Becerra et al (2012) conducted a study in which they found that the impact of undocumented people on the US economy differs depending on the region, mostly because state and local spending can vary so widely across the US anyway. However, the authors found that on the federal level, undocumented people are a net positive, contributing more in taxes and economic growth than they consume in government services. This data strikes at the heart of what is wrong with some of the discussions, since those one-sided discussions focus more on what immigrants are consuming and less on the clear evidence of what they contributing to society.

Herman and Smith (2009) wrote in a recent book that the American worker need to look no further than the children of illegal immigrants to see where America’s future lies in terms of economic growth and recovery. The book cites studies that indicate that the children of undocumented immigrants—the so-called “Dreamers”—are more likely to engage in entrepreneurship. They are more likely to start their own businesses, putting their new ideas into a marketplace that desperately needs ideas. Other studies have supported this, too, showing that the first generation children of undocumented immigrants are more likely to take risks and help to grow the economy through their innovation.

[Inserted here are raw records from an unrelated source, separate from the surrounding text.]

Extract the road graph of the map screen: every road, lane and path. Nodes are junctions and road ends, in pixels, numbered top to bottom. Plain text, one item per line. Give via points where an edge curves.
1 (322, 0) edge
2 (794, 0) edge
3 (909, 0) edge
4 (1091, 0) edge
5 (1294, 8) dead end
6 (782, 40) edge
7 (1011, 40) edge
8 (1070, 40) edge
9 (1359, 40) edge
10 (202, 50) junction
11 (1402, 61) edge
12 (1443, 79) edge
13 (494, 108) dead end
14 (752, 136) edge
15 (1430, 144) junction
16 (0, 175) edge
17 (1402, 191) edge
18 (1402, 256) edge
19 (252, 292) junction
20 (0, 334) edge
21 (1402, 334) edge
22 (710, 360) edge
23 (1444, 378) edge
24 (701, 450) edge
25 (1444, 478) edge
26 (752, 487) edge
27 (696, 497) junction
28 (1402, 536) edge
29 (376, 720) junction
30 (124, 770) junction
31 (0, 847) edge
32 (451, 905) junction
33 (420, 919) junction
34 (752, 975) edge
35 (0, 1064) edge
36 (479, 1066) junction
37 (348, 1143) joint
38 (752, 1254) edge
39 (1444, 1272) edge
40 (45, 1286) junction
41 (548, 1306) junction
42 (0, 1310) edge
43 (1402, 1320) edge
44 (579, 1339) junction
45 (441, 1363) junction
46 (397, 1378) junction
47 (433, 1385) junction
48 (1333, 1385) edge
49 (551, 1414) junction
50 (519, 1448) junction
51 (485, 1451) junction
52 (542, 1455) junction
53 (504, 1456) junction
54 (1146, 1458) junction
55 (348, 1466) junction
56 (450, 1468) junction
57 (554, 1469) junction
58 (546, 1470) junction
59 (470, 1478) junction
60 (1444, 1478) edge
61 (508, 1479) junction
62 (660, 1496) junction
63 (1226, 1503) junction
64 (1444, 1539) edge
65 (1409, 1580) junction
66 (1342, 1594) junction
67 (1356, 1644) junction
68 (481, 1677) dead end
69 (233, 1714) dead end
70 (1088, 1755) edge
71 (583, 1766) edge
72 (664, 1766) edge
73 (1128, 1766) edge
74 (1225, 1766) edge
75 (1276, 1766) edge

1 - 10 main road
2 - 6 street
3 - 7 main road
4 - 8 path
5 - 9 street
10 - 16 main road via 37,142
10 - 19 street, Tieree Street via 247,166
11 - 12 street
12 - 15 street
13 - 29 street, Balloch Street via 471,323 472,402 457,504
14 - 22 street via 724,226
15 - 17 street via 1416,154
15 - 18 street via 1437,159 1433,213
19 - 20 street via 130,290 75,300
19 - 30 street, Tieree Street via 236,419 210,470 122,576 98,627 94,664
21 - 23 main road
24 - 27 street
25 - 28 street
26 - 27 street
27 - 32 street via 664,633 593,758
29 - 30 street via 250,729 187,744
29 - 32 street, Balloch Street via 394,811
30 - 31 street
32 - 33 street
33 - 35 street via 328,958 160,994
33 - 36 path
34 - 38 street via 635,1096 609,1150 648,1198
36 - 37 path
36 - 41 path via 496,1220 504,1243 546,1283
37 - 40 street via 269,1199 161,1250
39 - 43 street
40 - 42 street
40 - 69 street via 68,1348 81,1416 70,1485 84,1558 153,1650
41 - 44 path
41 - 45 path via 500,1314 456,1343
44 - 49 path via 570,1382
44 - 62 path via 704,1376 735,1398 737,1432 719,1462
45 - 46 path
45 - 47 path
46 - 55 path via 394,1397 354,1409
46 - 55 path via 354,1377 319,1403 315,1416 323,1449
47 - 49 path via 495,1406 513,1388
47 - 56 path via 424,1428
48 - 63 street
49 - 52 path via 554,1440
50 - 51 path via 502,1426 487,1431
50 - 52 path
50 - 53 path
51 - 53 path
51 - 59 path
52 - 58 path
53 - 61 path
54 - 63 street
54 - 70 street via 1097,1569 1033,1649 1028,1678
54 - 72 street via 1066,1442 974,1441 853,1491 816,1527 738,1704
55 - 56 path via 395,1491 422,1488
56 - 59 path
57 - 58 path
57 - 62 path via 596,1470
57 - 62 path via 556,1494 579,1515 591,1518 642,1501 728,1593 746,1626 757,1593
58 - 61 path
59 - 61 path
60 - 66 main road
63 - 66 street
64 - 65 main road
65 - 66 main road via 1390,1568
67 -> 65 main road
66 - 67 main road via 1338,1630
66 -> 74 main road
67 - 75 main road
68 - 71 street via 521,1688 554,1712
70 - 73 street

Ultimately the hang wringing over undocumented immigration is a conversation that almost always fails to take into account the facts as revealed in multiple texts. Often these conversations are driven by fear, with people listening to ads from politicians who would like to scare them in order to win votes. Illegal immigration has produced a major phenomenon in the US, with people coming in from Mexico and elsewhere and making a mark on the economy. While it might seem as if these people are a net negative, taking up resources that might have been spent elsewhere, the facts as revealed in text do not reveal this to be true. Instead, the suggestion is that in addition to whatever these people add to the cultural fabric of the US, they are also contributing in myriad ways to the economy, growing the tax base, filling up jobs that might have been too lowly for domestic workers, and training their children to start businesses and take risks in order to improve their own lives.

    References
  • Abt, C. C. (2010). Helping Young Immigrants/Refugees Become Entrepreneurs. In Helping Young Refugees and Immigrants Succeed (pp. 61-72). Palgrave Macmillan US.
  • Baker, K. (2016). America the Ingenious: How a Nation of Dreamers, Immigrants, and Tinkerers Changed the World. Artisan Books.
  • Bean, F. D., Lowell, B. L., & Taylor, L. J. (1988). Undocumented Mexican immigrants and the earnings of other workers in the United States. Demography, 25(1), 35-52.
  • Becerra, D., Androff, D. K., Ayon, C., & Castillo, J. T. (2012). Fear vs. facts: Examining the economic impact of undocumented immigrants in the US. J. Soc. & Soc. Welfare, 39, 111.
  • Herman, R. T., & Smith, R. L. (2009). Immigrant, Inc.: why immigrant entrepreneurs are driving the new economy (and how they will save the American worker). John Wiley & Sons.
  • Jaen, U. (2016). The Immigration Dilemma. pdf. Ave Maria School of Law Moot Court Board Journal, 7(2), 1-24.
  • LaLonde, R. J., & Topel, R. H. (1997). Economic impact of international migration and the economic performance of migrants. Handbook of population and family economics, 1, 799-850.
  • Mahler, S. J. (1995). American dreaming: Immigrant life on the margins. Princeton University Press.
  • Nava, E. J. (2014). Federal immigration reform would help New Jersey’s striving immigrants and boost the state’s economy. New Jersey Policy Perspective.